Personal information
- Born: January 22, 1932 Rochester, New York, U.S.
- Died: July 5, 2024 (aged 92)
- Listed height: 6 ft 0 in (1.83 m)
- Listed weight: 175 lb (79 kg)

Career information
- College: Holy Cross (1949–1952);

= Charles Maloy =

American football quarterback (1932–2024)

Charles T. Maloy (January 22, 1932 – June 5, 2024), sometimes referred to as "Chuckin' Charley", was an American football quarterback for the Holy Cross Crusaders.

Maloy grew up in Rochester, New York.

As a sophomore in 1950, Maloy ranked first among major college football players in passes attempted (242), fifth in passing yardage (1,572), and 11th in total offense (1,560 yards).
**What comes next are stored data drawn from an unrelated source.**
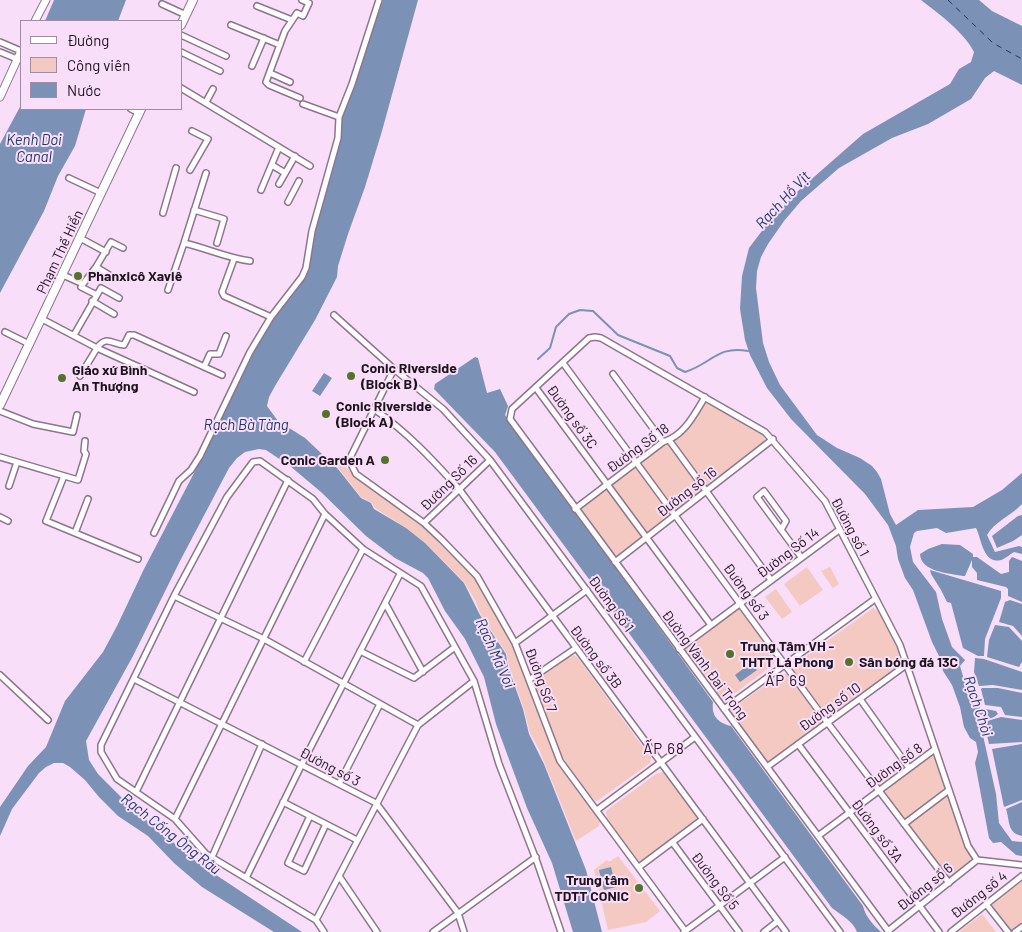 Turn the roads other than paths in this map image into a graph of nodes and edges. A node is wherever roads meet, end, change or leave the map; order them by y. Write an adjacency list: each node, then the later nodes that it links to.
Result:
1 (46, 0): 8 (street)
2 (193, 0): 7 (main road)
3 (302, 0): 9 (street)
4 (380, 0): 33 (street)
5 (162, 4): 7 (street)
6 (257, 6): 9 (street)
7 (186, 15): 10 (main road)
8 (36, 20)
9 (292, 20): 15 (street)
10 (182, 23)
11 (231, 25): 13 (street)
12 (182, 35): 20 (street)
13 (264, 38): 15 (street); 22 (street)
14 (0, 42): 16 (street)
15 (280, 46): 24 (street)
16 (20, 51)
17 (0, 52): 21 (street)
18 (182, 52): 23 (street)
19 (20, 53): 21 (street)
20 (226, 56)
21 (17, 59): 28 (street)
22 (252, 66)
23 (220, 71)
24 (270, 73): 25 (street); 29 (street)
25 (290, 82)
26 (182, 89): 30 (street)
27 (213, 89): 30 (street)
28 (0, 96)
29 (300, 98)
30 (206, 102): 35 (street)
31 (303, 104): 33 (street)
32 (140, 111): 47 (main road, Phạm Thế Hiển)
33 (339, 117): 68 (street)
34 (192, 130): 40 (street)
35 (279, 146): 36 (street); 37 (street)
36 (295, 156): 38 (street); 41 (street)
37 (272, 165): 41 (street); 46 (street)
38 (310, 166)
39 (176, 168): 50 (street)
40 (190, 170)
41 (285, 172): 45 (street)
42 (206, 173): 49 (street)
43 (69, 178): 47 (street)
44 (299, 181): 48 (street)
45 (279, 184)
46 (261, 190)
47 (101, 193): 51 (main road, Phạm Thế Hiển)
48 (288, 202)
49 (194, 210): 52 (street); 53 (street)
50 (163, 213)
51 (80, 238): 55 (street); 59 (main road, Phạm Thế Hiển)
52 (184, 243): 56 (street); 62 (street)
53 (217, 243)
54 (123, 248): 55 (street)
55 (106, 252): 58 (street)
56 (234, 259): 57 (street); 68 (street)
57 (250, 261)
58 (96, 267): 60 (street); 61 (street)
59 (62, 275): 61 (street); 69 (main road, Phạm Thế Hiển)
60 (114, 278)
61 (83, 284): 63 (street)
62 (168, 290)
63 (97, 295): 64 (street); 65 (street)
64 (119, 298)
65 (92, 301): 66 (street); 71 (street)
66 (114, 314)
67 (334, 315): 77 (street, Đường Số 1)
68 (271, 317): 112 (street)
69 (42, 319): 71 (street); 73 (main road, Phạm Thế Hiển)
70 (4, 332): 73 (street)
71 (74, 335): 74 (street)
72 (226, 336): 76 (street)
73 (29, 344): 84 (main road, Phạm Thế Hiển)
74 (97, 348): 76 (street); 80 (street); 82 (street)
75 (563, 363): 81 (street, Đường số 1); 83 (street, Đường số 1); 95 (street, Đường số 3)
76 (204, 367): 79 (street)
77 (394, 369): 85 (street); 93 (street, Đường Số 1)
78 (613, 374): 91 (street, Đường số 3)
79 (222, 375)
80 (80, 376)
81 (536, 388): 86 (street, Đường số 1); 98 (street, Đường số 3C)
82 (194, 392)
83 (705, 397): 89 (street, Đường số 1); 91 (street, Đường Số 18)
84 (0, 404)
85 (374, 409): 100 (street, Đường số 3B); 108 (street, Đường Số 7)
86 (512, 409): 103 (street, Đường Vành Đai Trong)
87 (0, 411): 88 (street)
88 (76, 415)
89 (773, 439): 101 (street, Đường số 16); 110 (street, Đường số 1)
90 (85, 441): 96 (street)
91 (666, 441): 95 (street, Đường Số 18); 101 (street, Đường số 3)
92 (0, 457): 94 (street)
93 (490, 460): 100 (street, Đường Số 16); 120 (street, Đường Số 1)
94 (17, 462): 96 (street); 99 (street)
95 (637, 462): 98 (street, Đường Số 18); 105 (street, Đường số 3)
96 (64, 476): 111 (street)
97 (288, 480): 104 (street); 121 (street); 126 (street)
98 (607, 484): 103 (street, Đường Số 18); 113 (street)
99 (9, 486)
100 (459, 489): 108 (street, Đường Số 16); 125 (street, Đường số 3B)
101 (706, 491): 105 (street, Đường số 16); 119 (street, Đường số 3)
102 (88, 499): 111 (street)
103 (575, 509): 117 (street, Đường Vành Đai Trong)
104 (325, 514): 114 (street); 128 (street)
105 (675, 515): 113 (street, Đường số 16); 124 (street, Đường số 3)
106 (0, 517): 107 (street)
107 (8, 520)
108 (424, 523): 129 (street, Đường Số 7)
109 (781, 530): 109 (street); 115 (street)
110 (839, 530): 115 (street, Đường Số 14); 122 (street, Đường số 1)
111 (75, 533): 116 (street)
112 (154, 533)
113 (646, 537): 117 (street, Đường số 16); 127 (street)
114 (364, 549): 118 (street); 134 (street)
115 (801, 558): 119 (street, Đường Số 14)
116 (138, 559)
117 (615, 562): 132 (street, Đường Vành Đai Trong)
118 (400, 574): 123 (street); 130 (street)
119 (771, 580): 124 (street, Đường Số 14)
120 (587, 590): 125 (street); 151 (street, Đường Số 1)
121 (174, 596): 126 (street); 139 (street)
122 (875, 599): 135 (street); 136 (street, Đường số 1)
123 (385, 603): 133 (street); 137 (street)
124 (740, 603): 127 (street, Đường Số 14); 135 (street, Đường số 3)
125 (552, 616): 129 (street); 131 (street, Đường số 3B)
126 (220, 618): 128 (street); 144 (street)
127 (711, 625): 132 (street, Đường Số 14)
128 (264, 639): 134 (street); 149 (street)
129 (515, 643): 140 (street, Đường Số 7)
130 (455, 647): 137 (street); 141 (street)
131 (576, 648): 140 (street); 155 (street, Đường số 3B)
132 (679, 649): 146 (street, Đường Vành Đai Trong)
133 (360, 651): 137 (street); 142 (street)
134 (304, 662): 142 (street)
135 (785, 664): 146 (street); 148 (street, Đường số 3)
136 (906, 665): 143 (street, Đường số 10); 154 (street, Đường số 1)
137 (423, 672)
138 (0, 675): 147 (street)
139 (134, 679): 144 (street, Đường số 3); 162 (street)
140 (529, 680): 165 (street, Đường Số 7)
141 (474, 681): 150 (street); 176 (street)
142 (343, 684): 145 (street); 156 (street)
143 (860, 699): 148 (street, Đường số 10); 158 (street)
144 (178, 702): 149 (street, Đường số 3); 162 (street)
145 (380, 704): 150 (street); 159 (street)
146 (724, 709): 157 (street, Đường Vành Đai Trong)
147 (48, 720)
148 (828, 722): 153 (street, Đường số 10); 160 (street, Đường số 3)
149 (222, 724): 152 (street, Đường số 3); 169 (street)
150 (418, 724): 164 (street)
151 (695, 737): 155 (street); 177 (street, Đường Số 1)
152 (262, 744): 156 (street, Đường số 3); 175 (street)
153 (798, 744): 157 (street, Đường số 10); 166 (street, Đường số 3A)
154 (935, 749): 158 (street, Đường số 8); 161 (street, Đường số 1)
155 (661, 763): 165 (street); 168 (street, Đường số 3B)
156 (302, 764): 159 (street, Đường số 3); 163 (street)
157 (767, 767): 172 (street, Đường Vành Đai Trong)
158 (909, 768): 160 (street, Đường số 8)
159 (339, 784): 164 (street, Đường số 3)
160 (879, 790): 166 (street, Đường số 8); 171 (street, Đường số 3)
161 (949, 790): 171 (street); 178 (street, Đường số 1)
162 (136, 792): 169 (street)
163 (283, 802): 167 (street); 183 (street)
164 (376, 803): 173 (street); 189 (street, Đường số 3)
165 (597, 810): 180 (street, Đường Số 7)
166 (849, 813): 172 (street, Đường số 8); 188 (street, Đường số 3A)
167 (310, 816): 170 (street); 170 (street)
168 (703, 819): 174 (street); 184 (street, Đường số 3B)
169 (175, 820): 175 (street)
170 (326, 824): 173 (street)
171 (904, 824): 185 (street, Đường số 3)
172 (818, 836): 193 (street, Đường Vành Đai Trong)
173 (357, 840): 181 (street)
174 (673, 843): 180 (street); 187 (street, Đường Số 5)
175 (212, 857): 183 (street)
176 (536, 857): 189 (street); 198 (street)
177 (785, 857): 184 (street); 203 (street, Đường Số 1)
178 (977, 860): 179 (street); 185 (street, Đường số 6)
179 (1022, 865)
180 (639, 867): 199 (street, Đường Số 7)
181 (339, 876): 190 (street); 195 (street)
182 (1022, 876): 186 (street, Đường số 4)
183 (246, 878): 190 (street)
184 (751, 883): 187 (street); 191 (street, Đường số 3B)
185 (948, 883): 188 (street, Đường số 6)
186 (986, 904): 205 (street, Đường số 4); 206 (street)
187 (720, 906): 199 (street); 200 (street, Đường Số 5)
188 (919, 906): 193 (street, Đường số 6); 204 (street, Đường số 3A)
189 (458, 913): 196 (street); 197 (street, Đường số 3)
190 (316, 920): 194 (street)
191 (778, 921): 201 (street); 202 (street, Đường số 3B)
192 (1022, 927): 207 (street)
193 (889, 931)
194 (324, 932)
195 (376, 932)
196 (433, 932)
197 (464, 932)
198 (561, 932)
199 (685, 932)
200 (739, 932)
201 (764, 932)
202 (786, 932)
203 (840, 932)
204 (939, 932)
205 (951, 932)
206 (1008, 932)
207 (1015, 932) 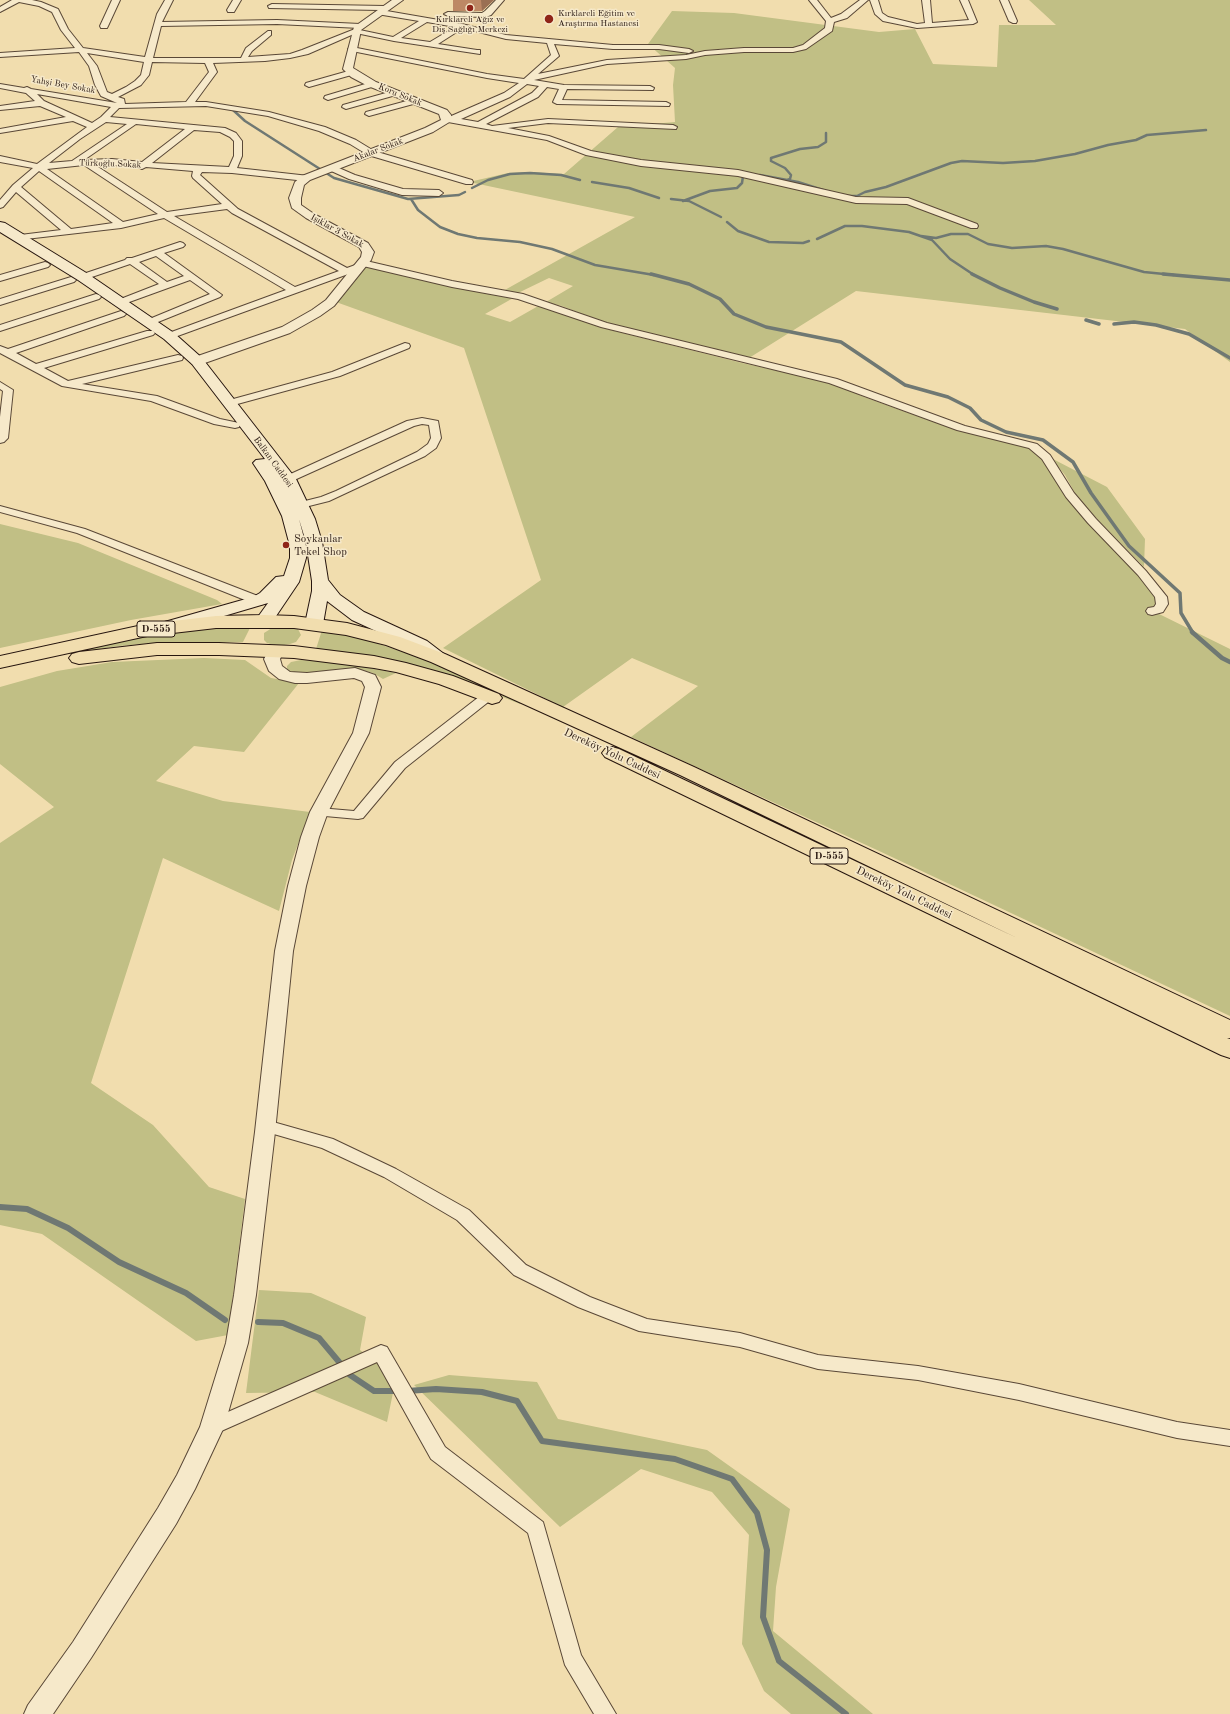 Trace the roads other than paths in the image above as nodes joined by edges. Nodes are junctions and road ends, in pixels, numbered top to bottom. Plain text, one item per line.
1 (17, 0) edge
2 (22, 0) edge
3 (116, 0) edge
4 (169, 0) edge
5 (237, 0) edge
6 (500, 0) edge
7 (813, 0) edge
8 (864, 0) edge
9 (874, 0) edge
10 (926, 0) edge
11 (964, 0) edge
12 (1004, 0) edge
13 (390, 5) edge
14 (272, 6) dead end
15 (0, 10) edge
16 (231, 10) dead end
17 (448, 14) dead end
18 (425, 20) junction
19 (1013, 20) dead end
20 (830, 21) junction
21 (158, 24) junction
22 (929, 25) junction
23 (104, 26) dead end
24 (462, 26) junction
25 (357, 29) junction
26 (268, 33) dead end
27 (394, 39) junction
28 (550, 42) junction
29 (431, 45) junction
30 (352, 49) junction
31 (81, 50) junction
32 (476, 52) dead end
33 (705, 53) junction
34 (0, 55) edge
35 (149, 60) junction
36 (243, 60) junction
37 (208, 61) junction
38 (352, 72) junction
39 (527, 80) junction
40 (372, 84) junction
41 (545, 84) junction
42 (309, 85) dead end
43 (0, 86) edge
44 (564, 86) junction
45 (605, 88) junction
46 (650, 88) dead end
47 (27, 89) junction
48 (393, 93) junction
49 (112, 97) junction
50 (328, 98) dead end
51 (414, 101) junction
52 (41, 103) junction
53 (601, 103) junction
54 (189, 104) junction
55 (666, 104) dead end
56 (122, 106) junction
57 (346, 107) dead end
58 (0, 108) edge
59 (369, 114) dead end
60 (75, 118) junction
61 (104, 120) junction
62 (447, 120) junction
63 (133, 123) junction
64 (479, 125) junction
65 (94, 127) junction
66 (193, 127) junction
67 (673, 127) dead end
68 (492, 128) junction
69 (0, 130) edge
70 (371, 153) junction
71 (0, 159) edge
72 (74, 163) junction
73 (86, 163) junction
74 (142, 166) junction
75 (39, 167) junction
76 (331, 168) junction
77 (198, 169) junction
78 (232, 170) junction
79 (312, 175) junction
80 (469, 182) dead end
81 (16, 187) junction
82 (439, 193) dead end
83 (0, 205) edge
84 (230, 206) junction
85 (165, 215) junction
86 (121, 225) junction
87 (0, 226) edge
88 (974, 226) dead end
89 (69, 232) junction
90 (0, 235) edge
91 (20, 238) junction
92 (180, 245) dead end
93 (156, 252) junction
94 (130, 260) junction
95 (45, 265) junction
96 (361, 265) junction
97 (346, 271) junction
98 (191, 277) junction
99 (0, 278) edge
100 (77, 278) junction
101 (166, 285) junction
102 (293, 290) junction
103 (96, 297) junction
104 (0, 302) edge
105 (121, 308) junction
106 (0, 328) edge
107 (150, 328) junction
108 (169, 336) junction
109 (405, 346) dead end
110 (3, 351) edge
111 (187, 362) junction
112 (34, 368) junction
113 (66, 384) junction
114 (0, 385) edge
115 (230, 403) junction
116 (235, 425) junction
117 (0, 440) edge
118 (288, 479) junction
119 (301, 505) junction
120 (0, 509) edge
121 (294, 573) junction
122 (320, 581) junction
123 (259, 601) junction
124 (1152, 611) dead end
125 (264, 621) junction
126 (314, 624) junction
127 (162, 628) junction
128 (275, 651) junction
129 (0, 662) edge
130 (431, 665) junction
131 (0, 675) edge
132 (488, 696) junction
133 (320, 812) junction
134 (1230, 1030) edge
135 (1230, 1049) edge
136 (266, 1126) junction
137 (212, 1427) junction
138 (1230, 1438) edge
139 (37, 1714) edge
140 (606, 1714) edge

1 - 15 street
2 - 31 street
3 - 23 street
4 - 21 street
5 - 16 street
6 - 17 street
7 - 20 street
8 - 20 street
9 - 22 street
10 - 22 street
11 - 22 street
12 - 19 street
13 - 14 street
13 - 18 street
13 - 25 street
18 - 24 street
18 - 27 street
20 - 33 street
21 - 25 street
21 - 35 street
24 - 28 street
24 - 29 street
25 - 27 street
25 - 30 street
25 - 36 street
26 - 36 street
27 - 29 street
28 - 33 street
28 - 39 street
29 - 32 street
30 - 38 street
30 - 39 street
31 - 34 street
31 - 35 street
31 - 49 street
33 - 39 street
35 - 37 street
35 - 49 street
36 - 37 street
37 - 54 street
38 - 40 street, Koru Sokak
38 - 42 street
39 - 41 street
39 - 62 street
40 - 48 street, Koru Sokak
40 - 50 street
41 - 44 street
41 - 64 street
43 - 47 street, Yahşi Bey Sokak
44 - 45 street
44 - 53 street
45 - 46 street
45 - 53 street
47 - 52 street
47 - 56 street, Yahşi Bey Sokak
48 - 51 street, Koru Sokak
48 - 57 street
49 - 56 street
51 - 59 street
51 - 62 street, Koru Sokak
52 - 58 street
52 - 60 street
53 - 55 street
54 - 56 street, Yahşi Bey Sokak
54 - 70 street, Yahşi Bey Sokak
56 - 61 street
60 - 65 street
60 - 69 street
61 - 63 street
61 - 65 street
62 - 64 street
62 - 70 street, Akalar Sokak
63 - 66 street
63 - 72 street
64 - 68 street
65 - 75 street
66 - 74 street
66 - 78 street
67 - 68 street
68 - 88 street
70 - 76 street, Akalar Sokak
70 - 80 street, Yahşi Bey Sokak
71 - 75 street, Türkoğlu Sokak
72 - 73 street, Türkoğlu Sokak
72 - 75 street, Türkoğlu Sokak
73 - 74 street, Türkoğlu Sokak
73 - 85 street
74 - 77 street, Türkoğlu Sokak
75 - 81 street
75 - 86 street
76 - 79 street, Akalar Sokak
76 - 82 street
77 - 78 street, Türkoğlu Sokak
77 - 84 street
78 - 79 street, Türkoğlu Sokak
79 - 96 street, Işıklar 3 Sokak
81 - 83 street
81 - 89 street
84 - 85 street
84 - 97 street
85 - 86 street
85 - 102 street
86 - 89 street
87 - 91 main road, Balkan Caddesi
89 - 91 street
90 - 95 main road, Balkan Caddesi
91 - 100 main road, Balkan Caddesi
92 - 93 street
93 - 94 street
93 - 98 street
94 - 100 street
94 - 101 street
95 - 99 street
95 - 100 main road, Balkan Caddesi
96 - 97 street
96 - 111 street
96 - 124 street
97 - 102 street
98 - 101 street
98 - 107 street
100 - 103 main road, Balkan Caddesi
100 - 104 street
100 - 105 main road, Balkan Caddesi
101 - 105 street
102 - 108 street
103 - 105 main road, Balkan Caddesi
103 - 106 street
105 - 107 main road, Balkan Caddesi
105 - 110 street
107 - 108 main road, Balkan Caddesi
107 - 111 main road, Balkan Caddesi
107 - 112 street
108 - 111 main road, Balkan Caddesi
109 - 115 street
110 - 112 street
111 - 113 street
111 - 115 main road, Balkan Caddesi
111 - 116 main road, Balkan Caddesi
112 - 113 street
113 - 116 street
114 - 117 street
115 - 118 main road, Balkan Caddesi
116 - 121 main road, Balkan Caddesi
118 - 119 main road, Balkan Caddesi
118 - 119 street
119 - 122 main road, Balkan Caddesi
120 - 123 street
121 - 123 main road
121 - 125 main road, Balkan Caddesi
122 - 126 main road, Balkan Caddesi
122 - 130 main road
123 - 127 main road
125 - 126 highway, D-555
125 - 127 highway, D-555
125 - 128 highway
126 - 128 highway
126 - 130 highway, D-555
127 - 129 highway, D-555
128 - 130 highway, D-555
128 - 131 highway, D-555
128 - 133 street
130 - 132 highway, Dereköy Yolu Caddesi / D-555
130 - 134 highway, Dereköy Yolu Caddesi / D-555
132 - 133 street
132 - 135 highway, Dereköy Yolu Caddesi / D-555
133 - 136 street
136 - 137 street
136 - 138 street
137 - 139 street
137 - 140 street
Maloy was selected by both the Associated Press (AP) and United Press (UP) as the first-team quarterback on the 1951 and 1952 All-Eastern football teams. As a senior in 1952, Maloy ranked fifth in total offense (1,589 yards) and seventh in passing yards (1,514 yards). He also established eastern records in 1952 for offensive plays (346) and passes thrown (126) and also set career records with 301 completions in 689 attempts for 4,074 yards. He also won the George W. Bulger-Lowe trophy in 1952 as the most outstanding college player in New England.

Maloy later attended law school at Boston University, served in the Army in the late 1950s, served on the Rochester city council from 1962 to 1965, and later became a judge and politician in Rochester.

Maloy was inducted into the Holy Cross Hall of Fame in 1969.

Maloy died on June 5, 2024, at the age of 92.